Named joint coordinates
══════

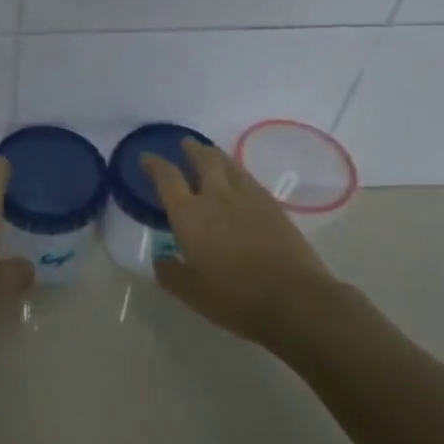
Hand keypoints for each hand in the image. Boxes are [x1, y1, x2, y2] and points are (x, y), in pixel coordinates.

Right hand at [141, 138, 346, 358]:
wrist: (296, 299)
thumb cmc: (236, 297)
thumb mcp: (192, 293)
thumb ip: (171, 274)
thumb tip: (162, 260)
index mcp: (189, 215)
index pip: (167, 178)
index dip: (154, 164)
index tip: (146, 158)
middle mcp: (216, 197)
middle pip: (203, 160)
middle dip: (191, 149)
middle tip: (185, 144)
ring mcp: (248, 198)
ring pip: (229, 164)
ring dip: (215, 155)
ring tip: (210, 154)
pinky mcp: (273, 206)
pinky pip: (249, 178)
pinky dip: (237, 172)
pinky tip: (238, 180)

══════

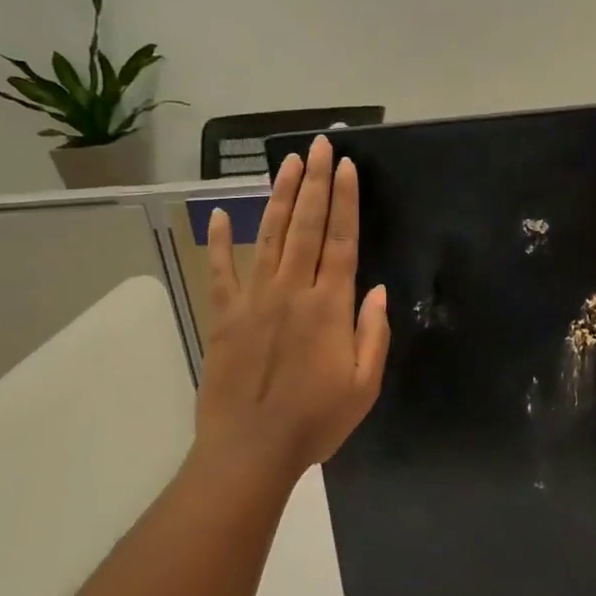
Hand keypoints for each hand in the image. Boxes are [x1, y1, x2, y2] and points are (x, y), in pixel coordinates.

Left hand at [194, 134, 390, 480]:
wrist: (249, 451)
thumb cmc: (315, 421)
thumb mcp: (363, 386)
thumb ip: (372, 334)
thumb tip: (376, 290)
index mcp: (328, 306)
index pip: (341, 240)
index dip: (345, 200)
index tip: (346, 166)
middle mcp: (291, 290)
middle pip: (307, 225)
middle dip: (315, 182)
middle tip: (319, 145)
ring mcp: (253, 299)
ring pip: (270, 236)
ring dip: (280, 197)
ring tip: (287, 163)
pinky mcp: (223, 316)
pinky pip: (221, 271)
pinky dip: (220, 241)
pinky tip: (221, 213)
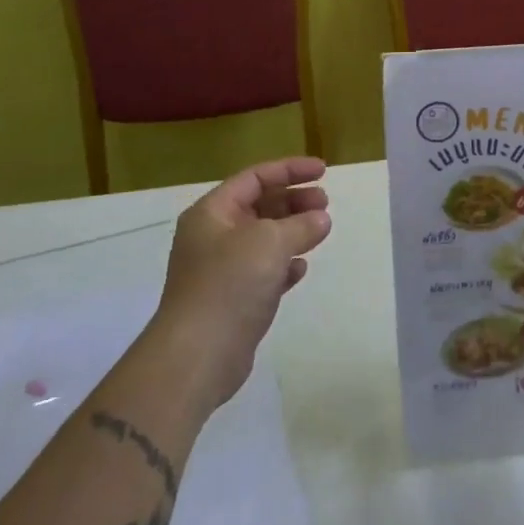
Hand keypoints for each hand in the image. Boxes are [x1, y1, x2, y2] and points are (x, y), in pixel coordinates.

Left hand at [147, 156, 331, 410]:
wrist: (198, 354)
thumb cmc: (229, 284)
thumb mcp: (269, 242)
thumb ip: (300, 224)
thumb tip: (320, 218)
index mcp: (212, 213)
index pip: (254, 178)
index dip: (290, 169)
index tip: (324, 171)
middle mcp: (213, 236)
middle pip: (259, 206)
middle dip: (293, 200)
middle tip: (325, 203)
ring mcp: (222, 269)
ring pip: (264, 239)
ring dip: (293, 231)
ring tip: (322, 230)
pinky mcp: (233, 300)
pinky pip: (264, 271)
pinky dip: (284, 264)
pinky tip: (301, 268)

══════

(PROBLEM STATEMENT) Above are the lines; repeat exactly the ones from the line containing "ring pip: (264, 239)" down to the line containing "pinky tip: (301, 268)", both inclusive.

(TASK RESPONSE)
ring pip: (264, 239)
ring dip: (293, 231)
ring tip: (322, 230)
pinky mcp: (233, 300)
pinky pip: (264, 271)
pinky dip: (284, 264)
pinky tip: (301, 268)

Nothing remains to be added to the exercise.